How to Uncover Non-obvious SEO Mistakes on Gatsby Websites

Monica Lent published June 21, 2020

I want to start by dislodging perhaps the most prevalent misunderstanding about SEO that developers have today:

The idea that making a website "SEO-friendly" is primarily about having some meta tags in the head of your website.

You can read just about any JavaScript blog on the SEO aspect of popular libraries or frameworks, whether it's Gatsby, React, NextJS, or Vue. The content centers around just a few items. Namely:

Populating some meta tags (incl. the canonical tag)
Rendering a sitemap
Maybe structured data, too

Yes, having a title, description, canonical tags, and other meta tags are important.

But the problem is, no one bothers to explain to developers why those things are important or how they're used.

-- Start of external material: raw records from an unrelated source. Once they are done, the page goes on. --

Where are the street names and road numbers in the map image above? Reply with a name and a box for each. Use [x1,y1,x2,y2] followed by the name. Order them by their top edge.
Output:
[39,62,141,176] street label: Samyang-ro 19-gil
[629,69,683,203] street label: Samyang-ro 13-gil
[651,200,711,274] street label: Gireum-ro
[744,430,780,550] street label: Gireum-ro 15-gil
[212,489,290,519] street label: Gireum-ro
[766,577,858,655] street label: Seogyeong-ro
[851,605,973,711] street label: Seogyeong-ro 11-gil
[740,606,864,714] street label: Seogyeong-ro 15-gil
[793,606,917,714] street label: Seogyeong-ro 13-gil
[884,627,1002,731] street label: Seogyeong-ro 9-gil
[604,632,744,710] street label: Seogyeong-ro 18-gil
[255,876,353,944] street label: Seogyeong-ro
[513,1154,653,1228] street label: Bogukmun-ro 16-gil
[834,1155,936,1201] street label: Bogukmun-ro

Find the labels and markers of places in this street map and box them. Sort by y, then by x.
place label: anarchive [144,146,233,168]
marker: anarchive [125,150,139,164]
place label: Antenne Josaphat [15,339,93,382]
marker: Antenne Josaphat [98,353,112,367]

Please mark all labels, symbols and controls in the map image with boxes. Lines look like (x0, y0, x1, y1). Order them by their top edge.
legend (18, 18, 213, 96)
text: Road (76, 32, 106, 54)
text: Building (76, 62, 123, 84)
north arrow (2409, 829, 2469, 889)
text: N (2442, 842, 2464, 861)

So those initial SEO efforts often become broken over time, as an unintended side effect of other changes on a website. And since the devs don't know the mechanics behind it, they never notice.

That is, until the CEO freaks out that the website "isn't on Google anymore".

So today, I want to help you find and fix these non-obvious issues that could be hurting how well your site is being discovered in search 🎉

In case you're wondering: Why talk about SEO with Gatsby in particular? For me, it's three reasons:

The "magic of Gatsby" makes this framework prone to these issues
Lots of developers use Gatsby for their personal or project blogs
I recently audited one of my Gatsby sites and was surprised to find tons of mistakes (so, even as someone who knows this stuff, it is really easy to miss!)

That said, these issues can apply to any website on the planet. So even if you don't use Gatsby, you'll still find practical ways to recognize technical SEO issues on websites written with other frameworks.

In this post you will learn:

What is technical SEO and why should I care?
Tactics for finding and fixing Gatsby SEO mistakes (and why they are problematic)
More resources for learning about technical SEO

What is technical SEO?

By definition, technical SEO is the aspect of SEO that ensures your website can be effectively crawled, rendered, and indexed by Google.

Often, Google is smart enough to figure out what's going on, but other times mistakes can lead to a page or website not ranking as well as it could, or for pages not to get indexed.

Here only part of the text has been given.